Estimation of classrooms occupancy using a multi-layer perceptron

This paper presents a multi-layer perceptron model for the estimation of classrooms number of occupants from sensed indoor environmental data-relative humidity, air temperature, and carbon dioxide concentration. The modelling datasets were collected from two classrooms in the Secondary School of Pombal, Portugal. The number of occupants and occupation periods were obtained from class attendance reports. However, post-class occupancy was unknown and the developed model is used to reconstruct the classrooms occupancy by filling the unreported periods. Different model structure and environment variables combination were tested. The model with best accuracy had as input vector 10 variables of five averaged time intervals of relative humidity and carbon dioxide concentration. The model presented a mean square error of 1.99, coefficient of determination of 0.96 with a significance of p-value < 0.001, and a mean absolute error of 1 occupant. These results show promising estimation capabilities in uncertain indoor environment conditions.

💡 Research Summary

The paper addresses the practical problem of estimating the number of occupants in a classroom using only low‑cost indoor environmental sensor data. Traditional methods such as attendance registers, RFID tags, or video analytics either require manual effort, raise privacy concerns, or involve expensive infrastructure. The authors propose a data‑driven approach based on a multilayer perceptron (MLP) that learns the nonlinear relationship between relative humidity (RH), temperature (T), carbon dioxide concentration (CO₂), and the actual occupancy count.

Data were collected over eight weeks from two classrooms at the Secondary School of Pombal, Portugal. Sensors recorded RH, T, and CO₂ at one‑minute intervals. The ground‑truth occupancy for scheduled class periods was obtained from official attendance reports, while the post‑class periods remained unreported. To make the problem tractable, the authors aggregated the raw measurements into five consecutive 5‑minute windows, computing the average RH and CO₂ for each window. This yielded a ten‑dimensional input vector (five RH averages + five CO₂ averages) for each prediction instance. Temperature was later discarded because exploratory analysis showed a weak correlation with occupancy.

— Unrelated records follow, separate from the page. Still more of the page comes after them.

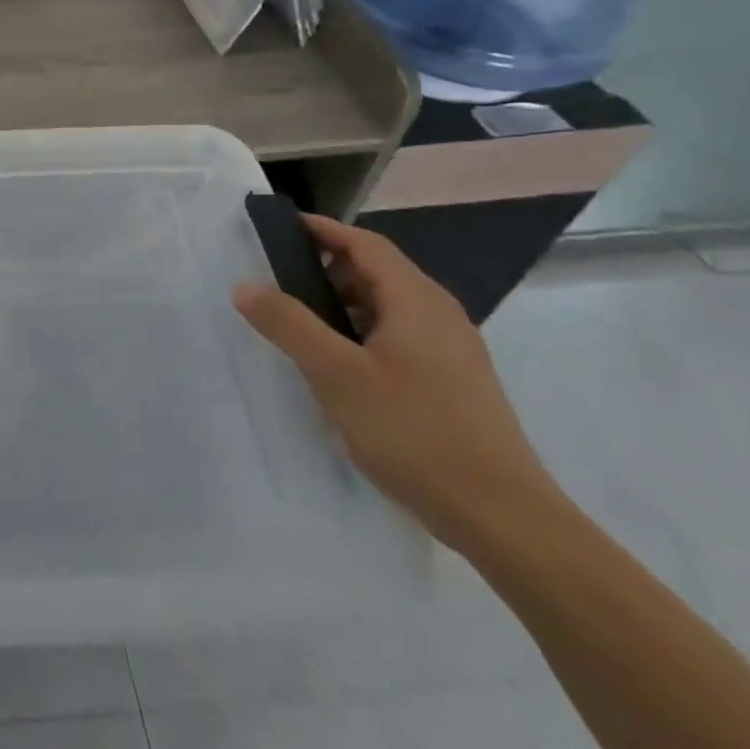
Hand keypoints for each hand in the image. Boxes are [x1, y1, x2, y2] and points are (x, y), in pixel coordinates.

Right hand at [232, 214, 560, 552]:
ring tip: (299, 326)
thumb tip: (245, 285)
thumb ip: (288, 323)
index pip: (365, 244)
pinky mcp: (454, 384)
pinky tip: (339, 368)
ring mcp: (452, 352)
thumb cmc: (415, 432)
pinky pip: (398, 338)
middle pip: (377, 272)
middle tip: (277, 282)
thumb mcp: (336, 374)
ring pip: (387, 308)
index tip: (278, 229)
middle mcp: (440, 316)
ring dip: (342, 305)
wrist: (504, 520)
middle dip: (325, 269)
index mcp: (416, 301)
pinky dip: (361, 335)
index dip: (322, 230)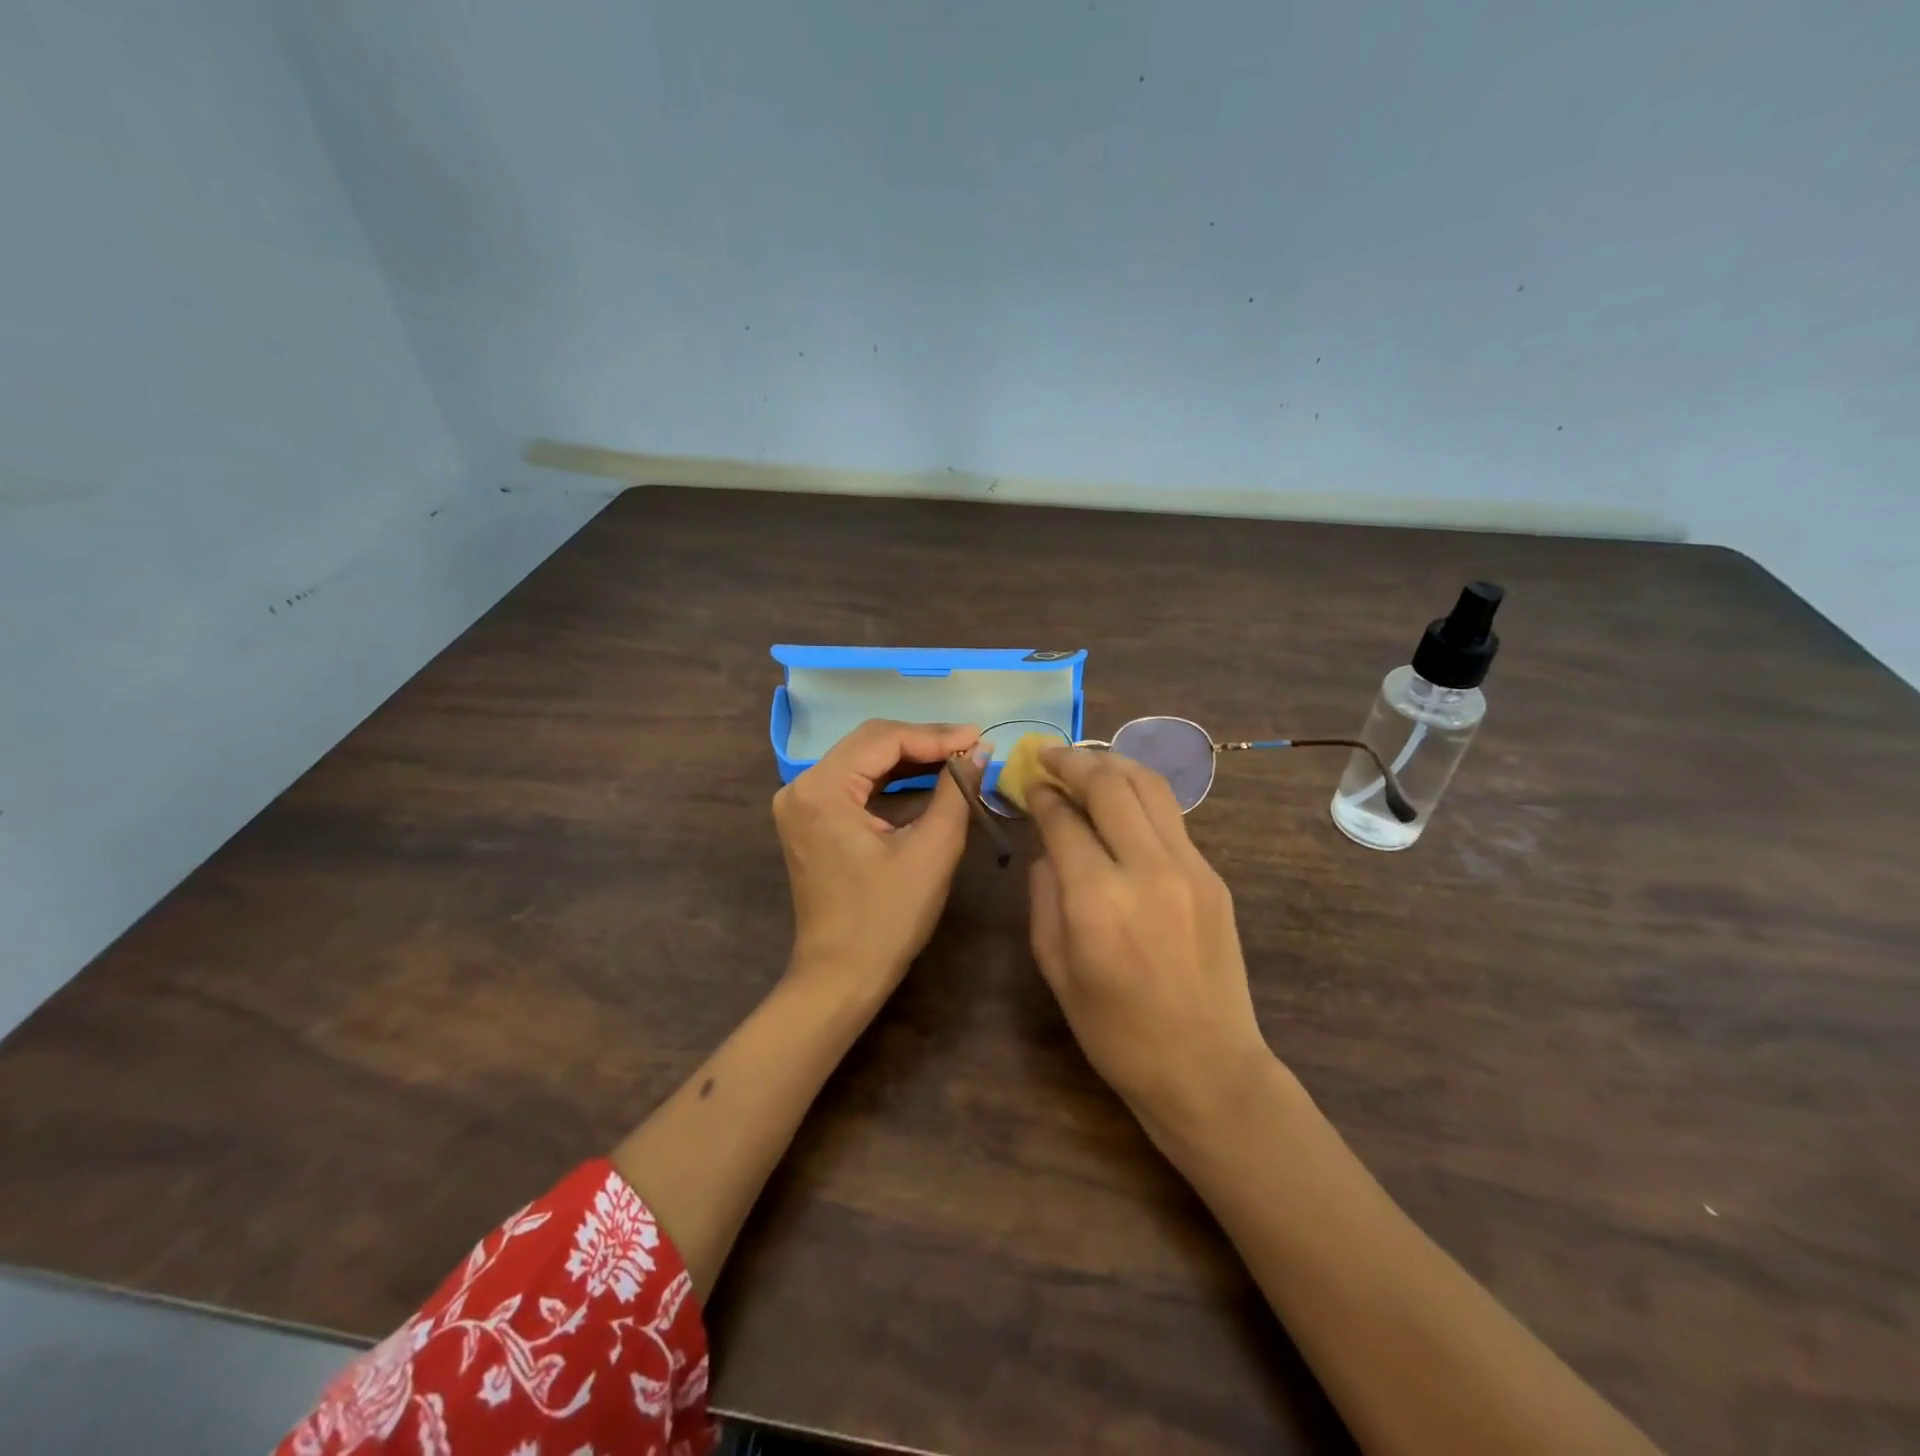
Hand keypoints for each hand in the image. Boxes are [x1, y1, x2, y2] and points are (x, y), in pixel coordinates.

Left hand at [773, 718, 985, 996]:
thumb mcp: (932, 850)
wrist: (840, 976)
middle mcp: (801, 786)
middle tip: (971, 745)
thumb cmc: (887, 918)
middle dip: (923, 742)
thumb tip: (979, 751)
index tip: (979, 736)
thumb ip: (956, 792)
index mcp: (822, 789)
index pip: (884, 739)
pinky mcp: (809, 818)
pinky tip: (927, 779)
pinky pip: (854, 783)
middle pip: (869, 743)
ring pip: (862, 760)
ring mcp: (800, 802)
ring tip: (958, 758)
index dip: (936, 735)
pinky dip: (891, 780)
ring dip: (909, 758)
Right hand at [1026, 747, 1276, 1137]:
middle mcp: (1146, 868)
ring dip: (1112, 764)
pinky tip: (1121, 802)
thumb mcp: (1055, 967)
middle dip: (1072, 761)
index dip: (1040, 794)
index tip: (1027, 783)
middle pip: (1109, 784)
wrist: (1206, 1066)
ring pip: (1149, 786)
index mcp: (1097, 899)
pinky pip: (1171, 816)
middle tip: (1048, 756)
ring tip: (1085, 763)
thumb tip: (1049, 847)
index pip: (1063, 819)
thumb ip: (1044, 895)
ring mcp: (1189, 867)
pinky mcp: (1213, 875)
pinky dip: (1139, 795)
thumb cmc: (1115, 1031)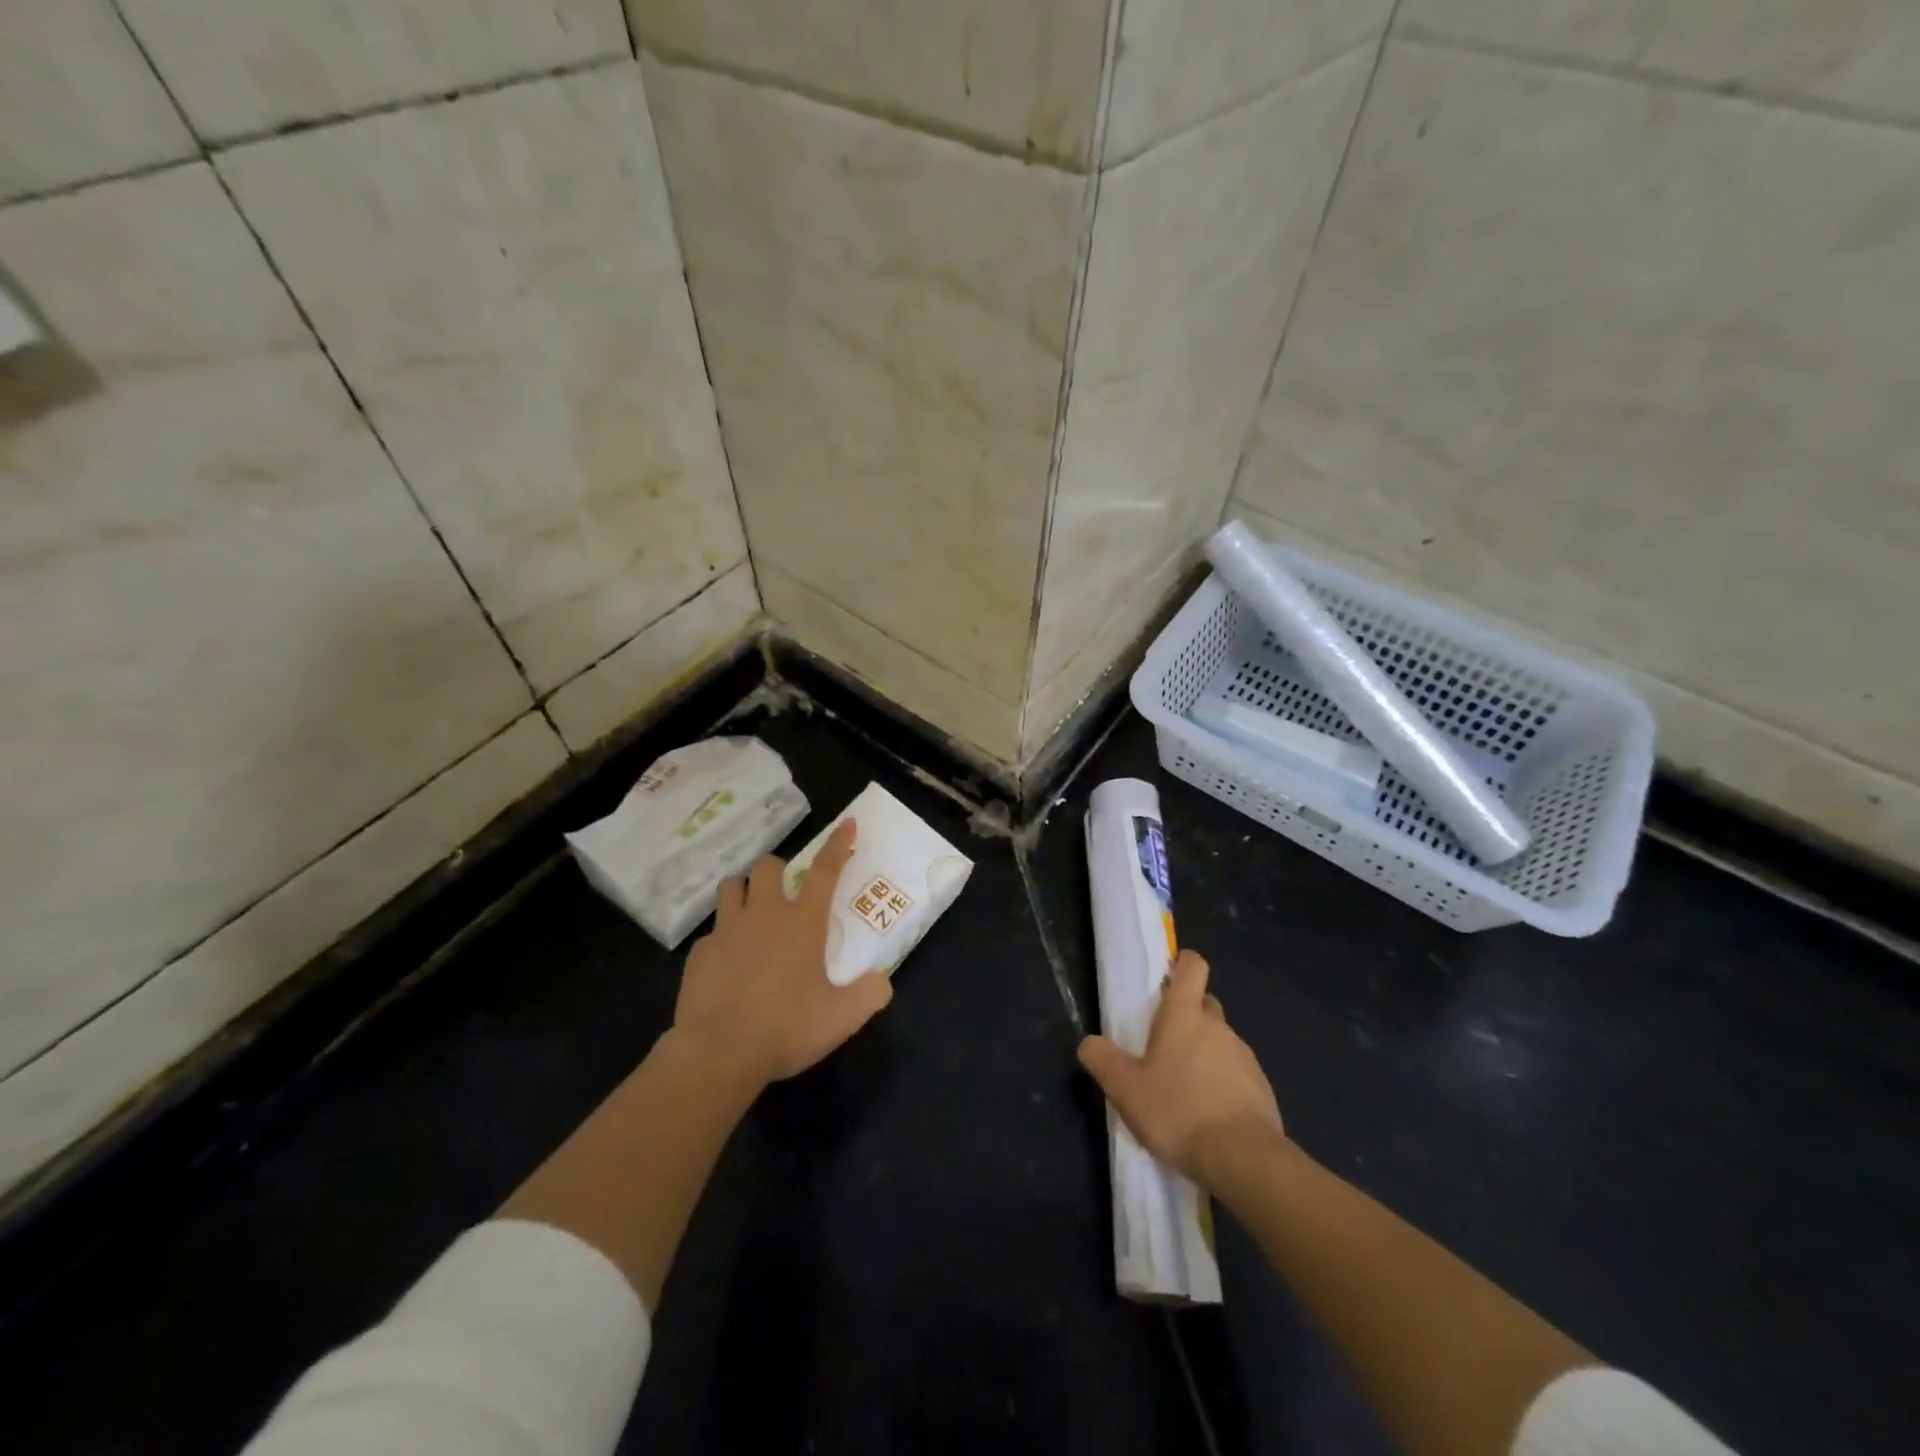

The MLP architecture consists of an input layer with ten neurons, two hidden layers each containing twenty ReLU‑activated neurons, and a single linear output neuron representing the estimated number of occupants. Training employed the mean squared error (MSE) loss function and the Adam optimizer (learning rate = 0.001). Early stopping based on a validation set prevented overfitting. The dataset was split into 70 % training, 15 % validation, and 15 % testing subsets, with random shuffling to ensure statistical robustness.

Performance on the held‑out test set was impressive: MSE = 1.99, coefficient of determination R² = 0.96, and mean absolute error (MAE) ≈ 1 person. A statistical significance test yielded p < 0.001, confirming that the model’s predictions are not due to random chance. Importantly, the model was able to reconstruct occupancy during the unreported post‑class intervals with an error margin of only one to two persons, demonstrating its utility for filling gaps in attendance records.

Comparative experiments with linear regression and random forest models showed that the MLP consistently outperformed these baselines, highlighting the importance of capturing nonlinear interactions between CO₂, humidity, and occupancy. Reducing the input to only RH averages (five variables) degraded performance (MSE ≈ 3.2), underscoring that CO₂ provides essential information about human respiration and that temporal averaging across multiple windows captures the dynamics of occupancy changes.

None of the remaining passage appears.